━━ GIVEN RECORDS ━━

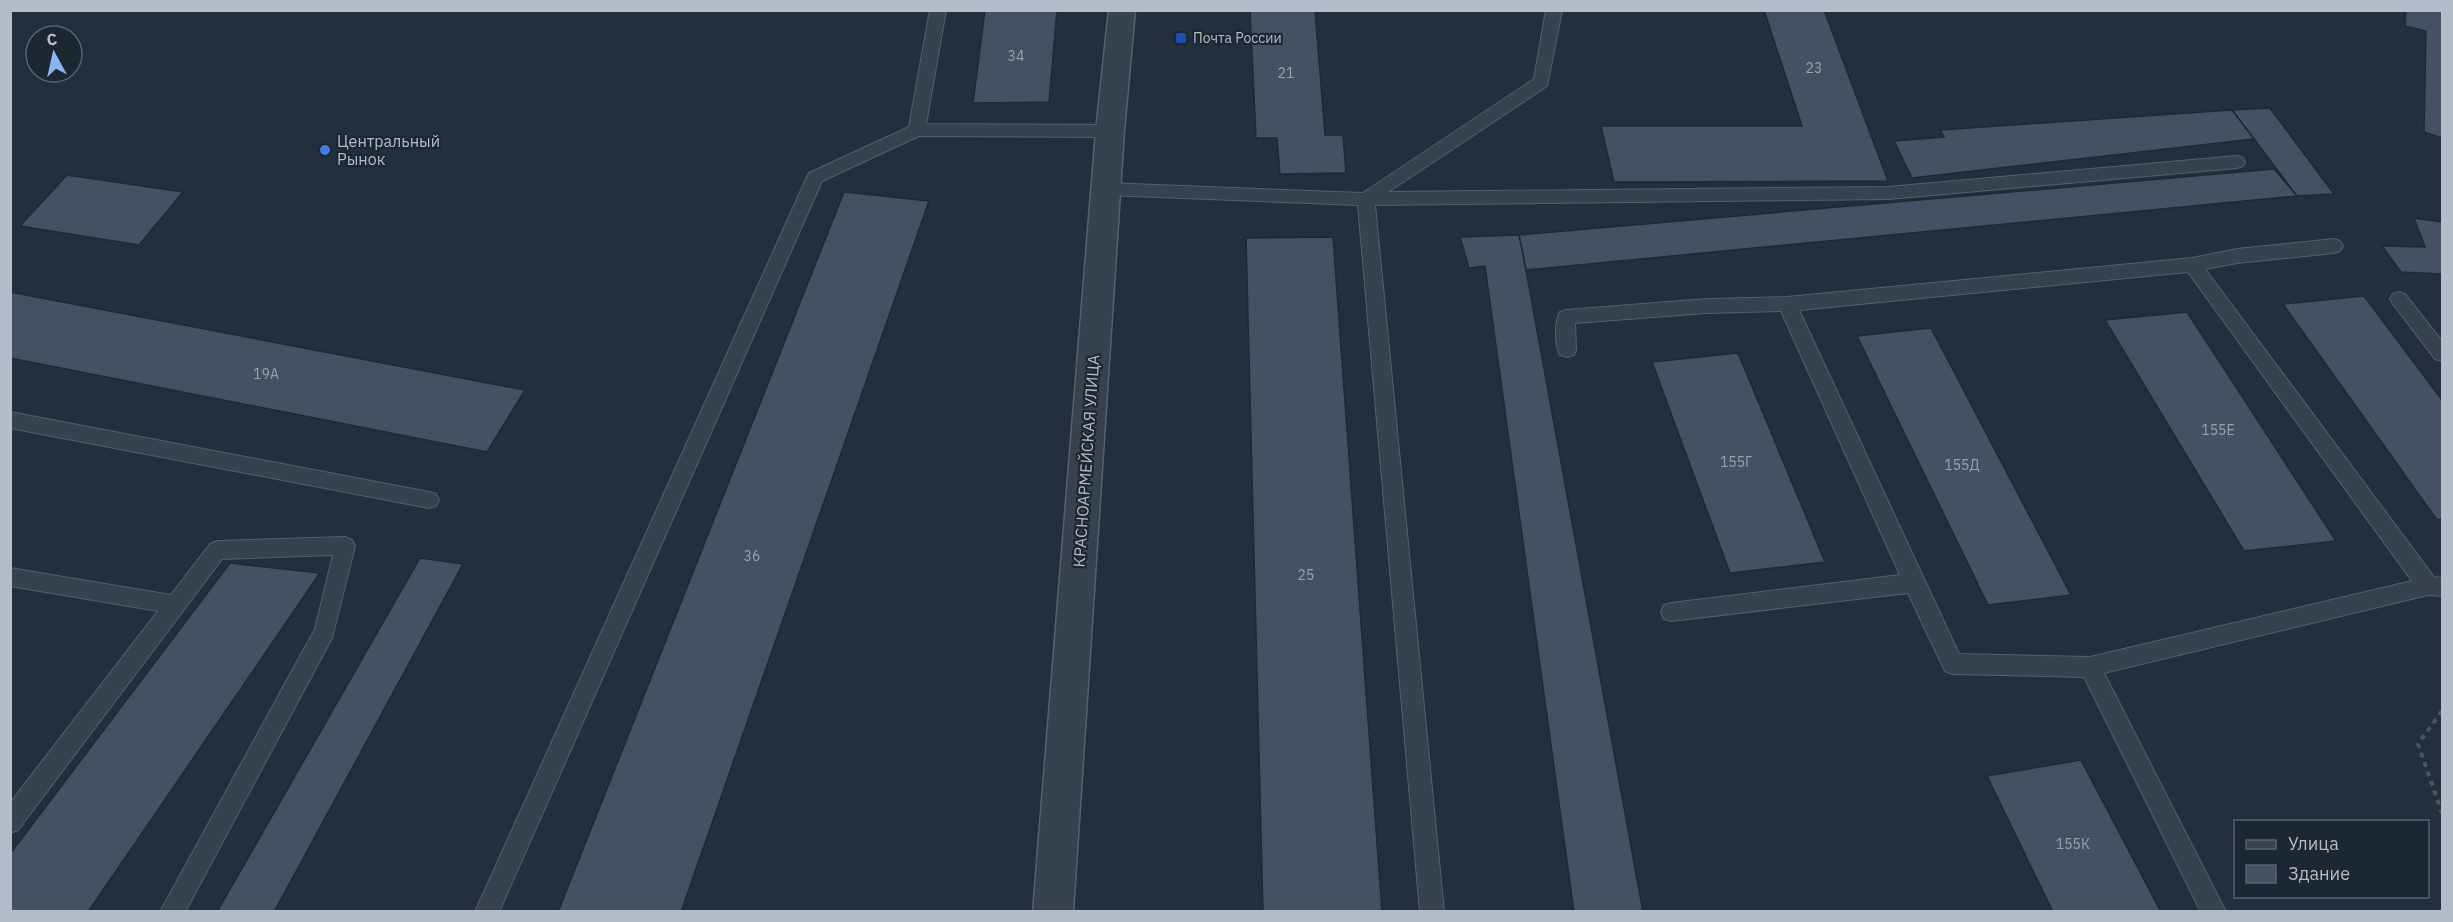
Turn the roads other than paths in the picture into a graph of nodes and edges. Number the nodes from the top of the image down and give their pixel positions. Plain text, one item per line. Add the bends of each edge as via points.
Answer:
1 (938, 10) edge
2 (1122, 10) edge
3 (1554, 10) edge
4 (917, 130) junction
5 (1110, 132) junction
6 (2237, 162) dead end
7 (1106, 189) junction
8 (1366, 199) junction
9 (2334, 246) dead end
10 (2192, 265) junction
11 (2399, 299) dead end
12 (1788, 304) junction
13 (1568, 350) dead end
14 (2442, 354) edge
15 (10, 420) edge
16 (429, 500) dead end
17 (10, 577) edge
18 (1914, 583) junction
19 (2435, 587) edge
20 (176, 605) junction
21 (1671, 612) dead end
22 (2090, 667) junction
23 (10, 822) edge
24 (172, 912) edge
25 (487, 912) edge
26 (1053, 912) edge
27 (1432, 912) edge
28 (2214, 912) edge

1 - 4 lane
2 - 5 street, КРАСНОАРМЕЙСКАЯ УЛИЦА
3 - 8 lane via 1541,82
4 - 5 lane
4 - 25 lane via 815,177
5 - 7 street, КРАСНОАРМЕЙСКАЯ УЛИЦА
6 - 8 lane via 1888,193
7 - 8 lane
7 - 26 street, КРАСНОАРМЕЙСКАЯ УЛИЦА
8 - 27 lane
9 - 10 lane
10 - 12 lane
10 - 19 lane
11 - 14 lane
12 - 13 lane via 1566,316
12 - 18 lane
15 - 16 lane
17 - 20 lane
18 - 21 lane
18 - 22 lane via 1953,664
19 - 22 lane
20 - 23 lane
20 - 24 lane via 217,550 345,546 325,631
22 - 28 lane

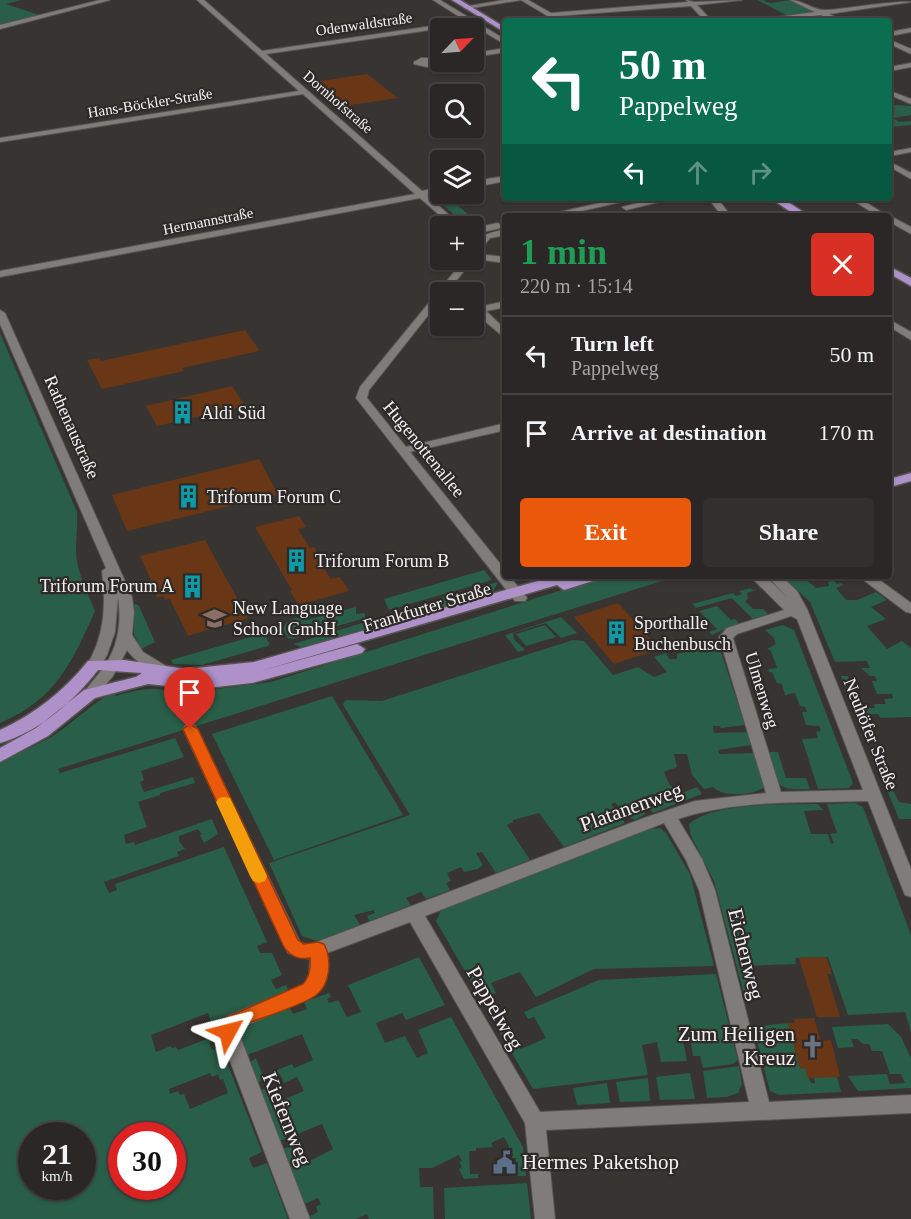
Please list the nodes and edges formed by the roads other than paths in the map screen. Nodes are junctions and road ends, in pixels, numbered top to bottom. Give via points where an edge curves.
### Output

━━━

PROBLEM - Output the records above in their entirety and exactly, leaving out all images.

ANSWER TO THIS EXERCISE -
Turn the roads other than paths in the picture into a graph of nodes and edges. Number the nodes from the top of the image down and give their pixel positions. Plain text, one item per line. Add the bends of each edge as via points.
Answer:
1 (938, 10) edge
2 (1122, 10) edge
3 (1554, 10) edge
4 (917, 130) junction
5 (1110, 132) junction
6 (2237, 162) dead end
7 (1106, 189) junction
8 (1366, 199) junction
9 (2334, 246) dead end
10 (2192, 265) junction
11 (2399, 299) dead end
12 (1788, 304) junction
13 (1568, 350) dead end
14 (2442, 354) edge
15 (10, 420) edge
16 (429, 500) dead end
17 (10, 577) edge
18 (1914, 583) junction
19 (2435, 587) edge
20 (176, 605) junction
21 (1671, 612) dead end
22 (2090, 667) junction
23 (10, 822) edge
24 (172, 912) edge
25 (487, 912) edge
26 (1053, 912) edge
27 (1432, 912) edge
28 (2214, 912) edge

1 - 4 lane
2 - 5 street, КРАСНОАРМЕЙСКАЯ УЛИЦА
3 - 8 lane via 1541,82
4 - 5 lane
4 - 25 lane via 815,177
5 - 7 street, КРАСНОАРМЕЙСКАЯ УЛИЦА
6 - 8 lane via 1888,193
7 - 8 lane
7 - 26 street, КРАСНОАРМЕЙСКАЯ УЛИЦА
8 - 27 lane
9 - 10 lane
10 - 12 lane
10 - 19 lane
11 - 14 lane
12 - 13 lane via 1566,316
12 - 18 lane
15 - 16 lane
17 - 20 lane
18 - 21 lane
18 - 22 lane via 1953,664
19 - 22 lane
20 - 23 lane
20 - 24 lane via 217,550 345,546 325,631
22 - 28 lane

Please list the nodes and edges formed by the roads other than paths in the map screen. Nodes are junctions and road ends, in pixels, numbered top to bottom. Give via points where an edge curves.
### Output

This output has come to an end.